DIRECTIONS FOR THIS TASK >> Once you have read the entries, please say how many lines hold the string "Court", giving the number only.

★ ★ ★

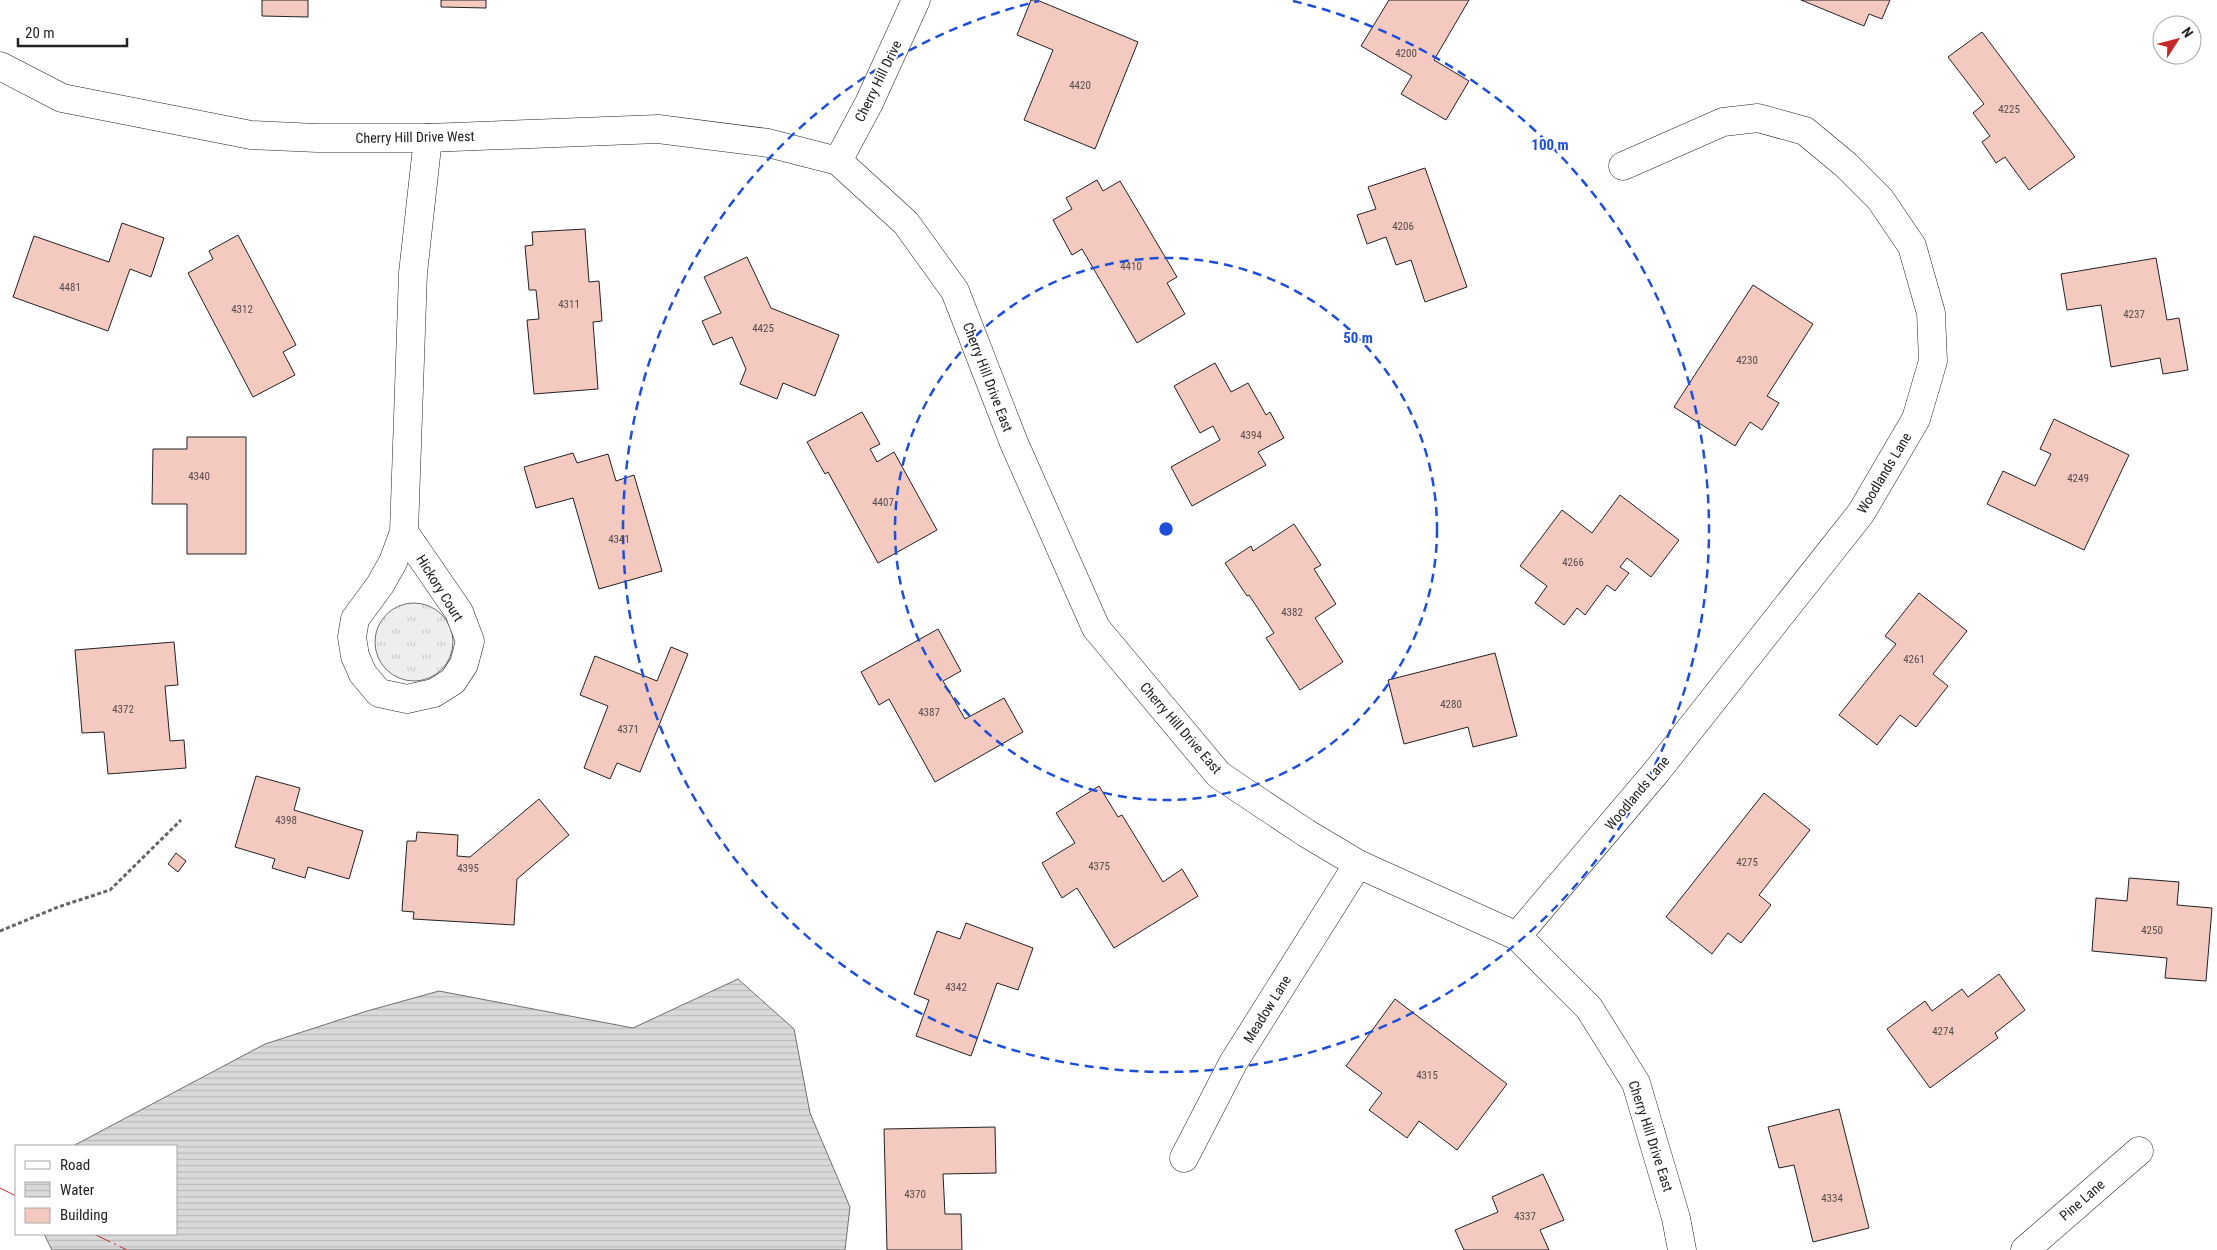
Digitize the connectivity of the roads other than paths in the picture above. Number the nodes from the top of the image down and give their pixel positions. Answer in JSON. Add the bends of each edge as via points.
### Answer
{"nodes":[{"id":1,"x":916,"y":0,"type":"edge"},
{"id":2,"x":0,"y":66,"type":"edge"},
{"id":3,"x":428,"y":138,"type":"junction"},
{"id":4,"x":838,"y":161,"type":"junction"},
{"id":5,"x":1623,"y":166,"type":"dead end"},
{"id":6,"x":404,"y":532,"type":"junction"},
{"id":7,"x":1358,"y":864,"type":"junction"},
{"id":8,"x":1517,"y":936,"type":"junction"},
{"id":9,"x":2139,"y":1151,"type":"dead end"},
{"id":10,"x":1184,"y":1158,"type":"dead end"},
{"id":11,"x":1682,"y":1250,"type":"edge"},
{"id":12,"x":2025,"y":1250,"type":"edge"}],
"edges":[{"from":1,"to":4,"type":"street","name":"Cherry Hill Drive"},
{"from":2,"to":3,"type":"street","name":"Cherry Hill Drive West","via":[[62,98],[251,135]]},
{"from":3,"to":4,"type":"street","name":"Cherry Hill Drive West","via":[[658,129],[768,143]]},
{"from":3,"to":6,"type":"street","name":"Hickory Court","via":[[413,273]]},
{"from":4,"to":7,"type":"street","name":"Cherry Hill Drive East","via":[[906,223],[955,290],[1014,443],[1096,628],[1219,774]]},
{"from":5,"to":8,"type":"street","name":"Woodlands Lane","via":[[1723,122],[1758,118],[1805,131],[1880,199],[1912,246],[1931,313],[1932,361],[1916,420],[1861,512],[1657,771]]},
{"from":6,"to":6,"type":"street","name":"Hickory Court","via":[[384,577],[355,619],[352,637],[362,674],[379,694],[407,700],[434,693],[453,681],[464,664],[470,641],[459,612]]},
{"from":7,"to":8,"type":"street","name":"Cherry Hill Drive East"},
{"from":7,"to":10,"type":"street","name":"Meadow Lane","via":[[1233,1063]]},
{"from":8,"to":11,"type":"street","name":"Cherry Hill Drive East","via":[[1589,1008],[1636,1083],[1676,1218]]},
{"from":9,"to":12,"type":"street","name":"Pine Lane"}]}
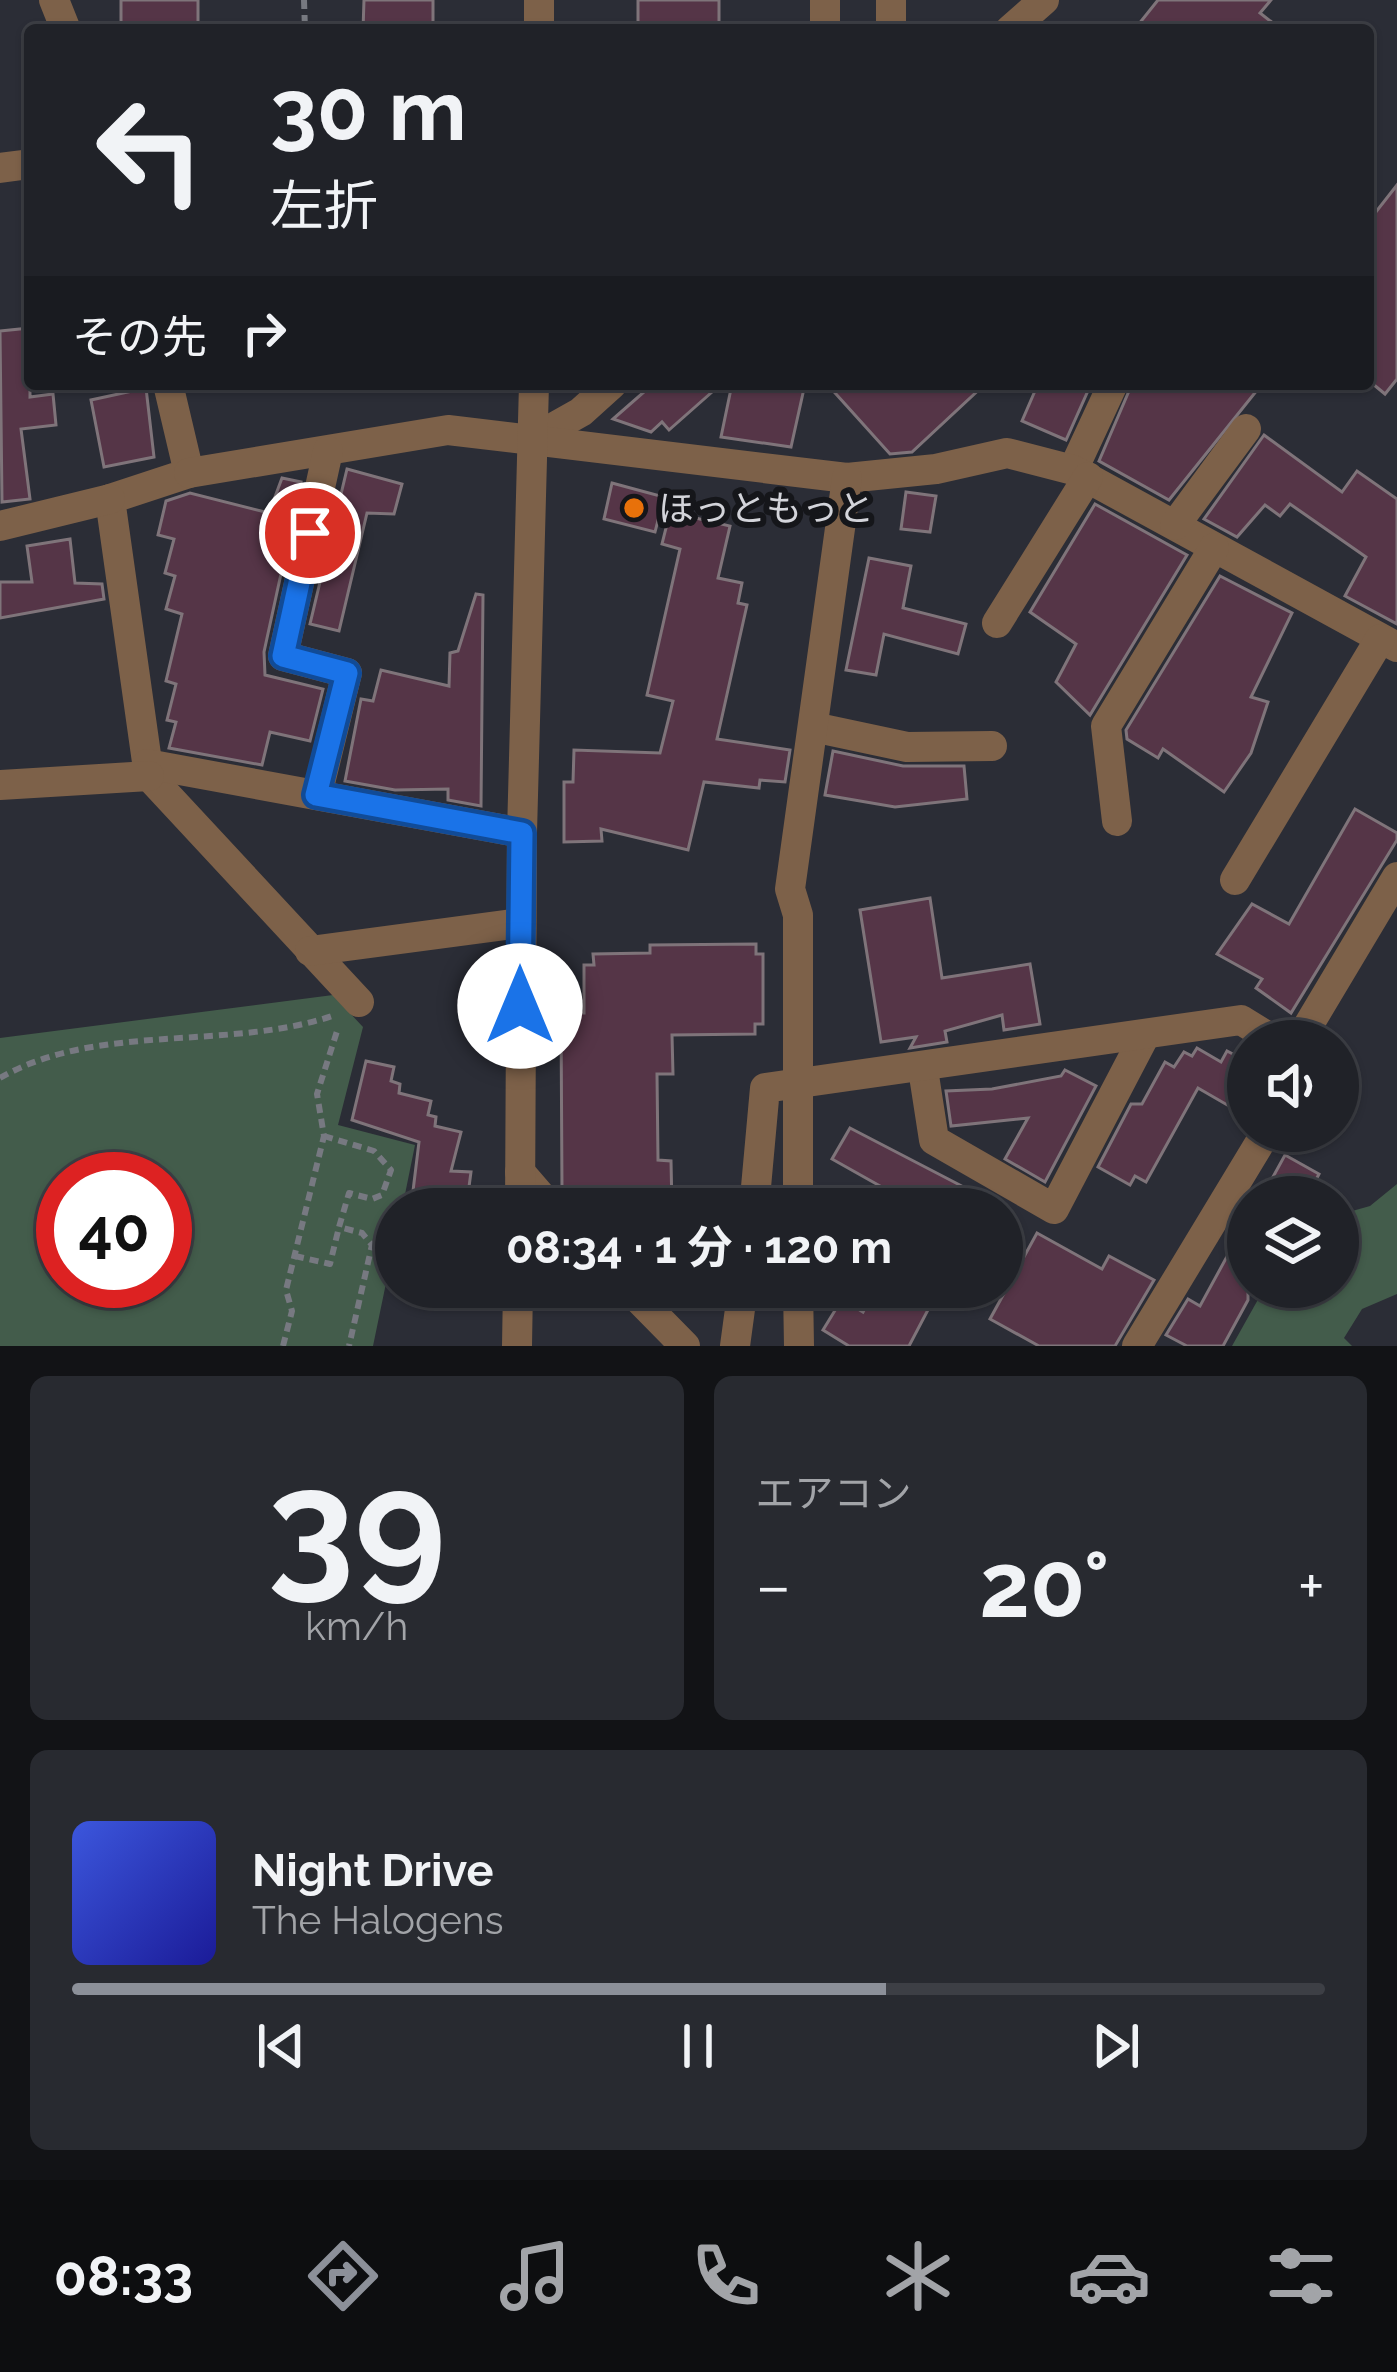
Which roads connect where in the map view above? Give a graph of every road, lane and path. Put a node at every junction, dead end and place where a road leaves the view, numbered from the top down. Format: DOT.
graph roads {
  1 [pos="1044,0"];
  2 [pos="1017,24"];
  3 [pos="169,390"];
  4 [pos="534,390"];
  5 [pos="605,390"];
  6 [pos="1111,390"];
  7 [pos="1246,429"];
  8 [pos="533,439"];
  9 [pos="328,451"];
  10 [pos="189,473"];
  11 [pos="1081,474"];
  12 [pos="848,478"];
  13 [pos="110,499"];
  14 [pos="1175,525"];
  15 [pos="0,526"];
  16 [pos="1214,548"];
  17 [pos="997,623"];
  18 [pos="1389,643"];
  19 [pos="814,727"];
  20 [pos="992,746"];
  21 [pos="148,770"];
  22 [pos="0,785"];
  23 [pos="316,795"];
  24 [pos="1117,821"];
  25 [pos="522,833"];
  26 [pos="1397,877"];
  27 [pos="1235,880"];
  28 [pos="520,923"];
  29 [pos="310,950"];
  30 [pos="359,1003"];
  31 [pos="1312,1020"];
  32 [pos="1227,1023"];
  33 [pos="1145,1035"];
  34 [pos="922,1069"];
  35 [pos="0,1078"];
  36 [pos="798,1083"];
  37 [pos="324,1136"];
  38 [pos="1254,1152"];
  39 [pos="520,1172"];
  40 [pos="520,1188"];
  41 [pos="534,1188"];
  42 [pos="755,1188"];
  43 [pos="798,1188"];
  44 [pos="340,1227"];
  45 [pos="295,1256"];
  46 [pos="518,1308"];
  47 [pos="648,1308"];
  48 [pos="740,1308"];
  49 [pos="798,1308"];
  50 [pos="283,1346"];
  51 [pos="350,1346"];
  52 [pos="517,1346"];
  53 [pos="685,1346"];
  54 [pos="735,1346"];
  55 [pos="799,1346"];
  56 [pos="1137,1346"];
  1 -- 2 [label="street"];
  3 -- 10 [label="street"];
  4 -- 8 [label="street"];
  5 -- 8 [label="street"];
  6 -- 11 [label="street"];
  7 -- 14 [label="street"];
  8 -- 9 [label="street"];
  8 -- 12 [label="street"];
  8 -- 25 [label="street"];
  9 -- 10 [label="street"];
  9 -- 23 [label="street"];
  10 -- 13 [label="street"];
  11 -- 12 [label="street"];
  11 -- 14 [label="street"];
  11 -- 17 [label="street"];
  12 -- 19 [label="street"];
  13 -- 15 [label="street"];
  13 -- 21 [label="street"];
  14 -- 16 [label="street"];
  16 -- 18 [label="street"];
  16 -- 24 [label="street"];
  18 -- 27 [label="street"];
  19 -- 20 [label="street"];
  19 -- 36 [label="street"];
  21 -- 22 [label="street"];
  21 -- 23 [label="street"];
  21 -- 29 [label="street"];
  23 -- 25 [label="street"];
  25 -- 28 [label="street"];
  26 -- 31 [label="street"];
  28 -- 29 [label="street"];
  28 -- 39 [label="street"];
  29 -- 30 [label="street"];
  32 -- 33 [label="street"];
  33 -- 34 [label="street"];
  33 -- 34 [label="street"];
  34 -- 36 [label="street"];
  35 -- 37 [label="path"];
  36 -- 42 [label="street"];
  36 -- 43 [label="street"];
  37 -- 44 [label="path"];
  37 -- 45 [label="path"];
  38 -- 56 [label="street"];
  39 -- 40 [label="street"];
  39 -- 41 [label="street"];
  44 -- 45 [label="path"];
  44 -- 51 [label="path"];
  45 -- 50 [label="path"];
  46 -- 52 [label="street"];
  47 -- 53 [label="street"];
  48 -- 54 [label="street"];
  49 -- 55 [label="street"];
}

★ ★ ★

YOUR SOLUTION >> 2